■ **Problem to work on**: Copy out every line of the records where the string "Ridgeway" occurs.

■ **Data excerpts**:
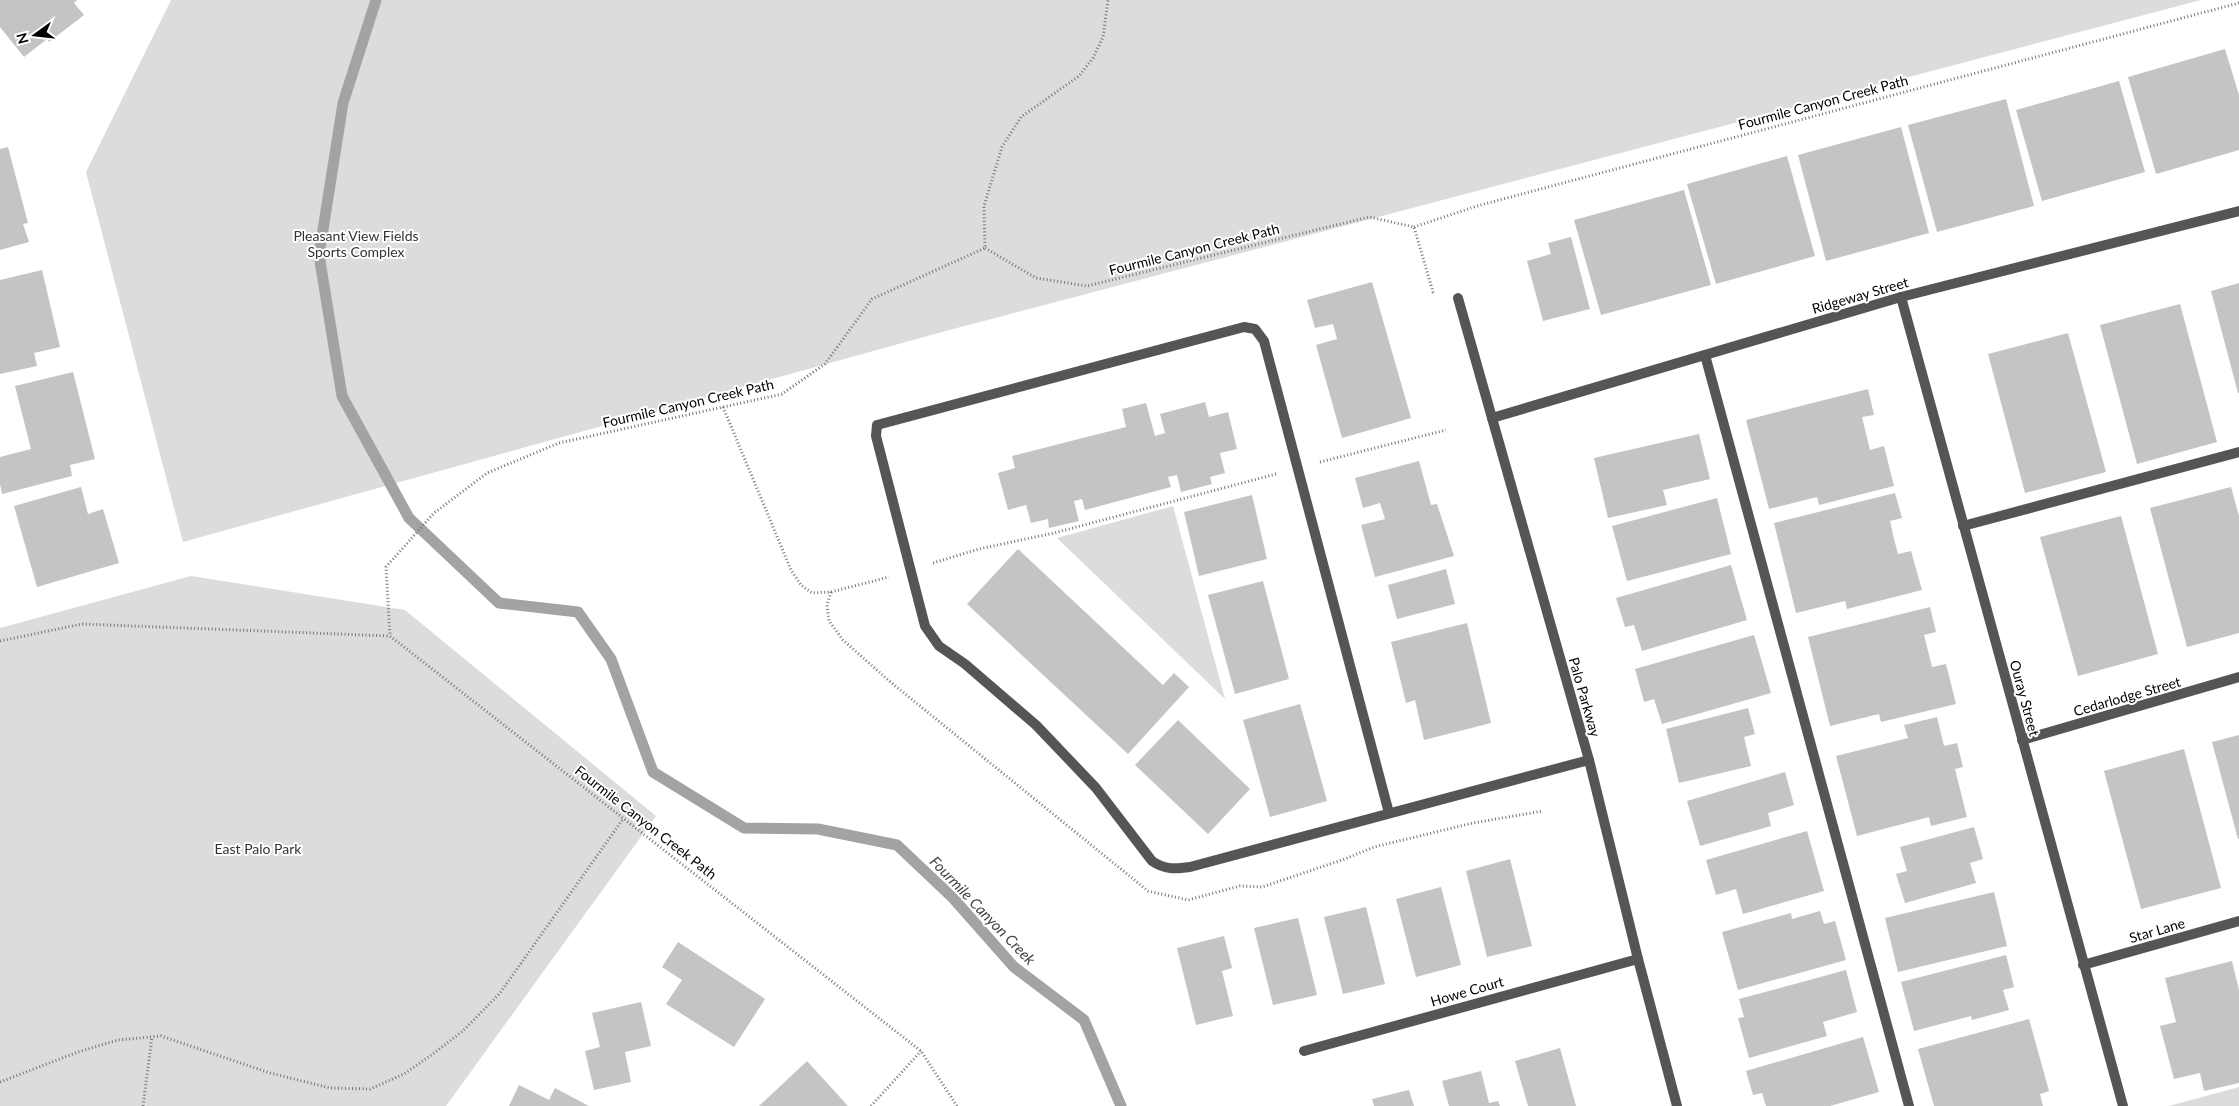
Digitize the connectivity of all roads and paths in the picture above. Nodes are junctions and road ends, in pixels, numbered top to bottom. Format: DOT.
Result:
graph roads {
  1 [pos="1108,0"];
  2 [pos="2239,3"];
  3 [pos="2239,211"];
  4 [pos="1414,227"];
  5 [pos="985,248"];
  6 [pos="1901,297"];
  7 [pos="1458,298"];
  8 [pos="1705,355"];
  9 [pos="723,407"];
  10 [pos="1492,418"];
  11 [pos="1446,430"];
  12 [pos="2239,452"];
  13 [pos="1298,468"];
  14 [pos="1963,526"];
  15 [pos="911,570"];
  16 [pos="831,592"];
  17 [pos="390,636"];
  18 [pos="0,640"];
  19 [pos="2239,678"];
  20 [pos="2022,740"];
  21 [pos="1589,760"];
  22 [pos="1544,811"];
  23 [pos="1389,813"];
  24 [pos="623,819"];
  25 [pos="2239,921"];
  26 [pos="1638,959"];
  27 [pos="2083,965"];
  28 [pos="152,1037"];
  29 [pos="921,1051"];
  30 [pos="1304,1051"];
  31 [pos="0,1082"];
  32 [pos="143,1106"];
  33 [pos="871,1106"];
  34 [pos="957,1106"];
  35 [pos="1677,1106"];
  36 [pos="1908,1106"];
  37 [pos="2123,1106"];
  1 -- 5 [label="path"];
  2 -- 4 [label="path, Fourmile Canyon Creek Path"];
  3 -- 6 [label="street, Ridgeway Street"];
  4 -- 5 [label="path, Fourmile Canyon Creek Path"];
  4 -- 7 [label="path"];
  5 -- 9 [label="path, Fourmile Canyon Creek Path"];
  6 -- 8 [label="street, Ridgeway Street"];
  6 -- 14 [label="street, Ouray Street"];
  7 -- 10 [label="street, Palo Parkway"];
  8 -- 10 [label="street, Ridgeway Street"];
  8 -- 36 [label="street"];
  9 -- 16 [label="path"];
  9 -- 17 [label="path, Fourmile Canyon Creek Path"];
  10 -- 21 [label="street, Palo Parkway"];
  11 -- 13 [label="path"];
  12 -- 14 [label="street"];
  13 -- 15 [label="path"];
  13 -- 15 [label="street"];
  13 -- 23 [label="street"];
  14 -- 20 [label="street, Ouray Street"];
  15 -- 16 [label="path"];
  15 -- 23 [label="street"];
  16 -- 22 [label="path"];
  17 -- 18 [label="path"];
  17 -- 24 [label="path, Fourmile Canyon Creek Path"];
  19 -- 20 [label="street, Cedarlodge Street"];
  20 -- 27 [label="street, Ouray Street"];
  21 -- 23 [label="street"];
  21 -- 26 [label="street, Palo Parkway"];
  24 -- 28 [label="path"];
  24 -- 29 [label="path, Fourmile Canyon Creek Path"];
  25 -- 27 [label="street, Star Lane"];
  26 -- 30 [label="street, Howe Court"];
  26 -- 35 [label="street, Palo Parkway"];
  27 -- 37 [label="street, Ouray Street"];
  28 -- 31 [label="path"];
  28 -- 32 [label="path"];
  29 -- 33 [label="path"];
  29 -- 34 [label="path, Fourmile Canyon Creek Path"];
}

■ **Answer space**:
  3 -- 6 [label="street, Ridgeway Street"];
  6 -- 8 [label="street, Ridgeway Street"];
  8 -- 10 [label="street, Ridgeway Street"];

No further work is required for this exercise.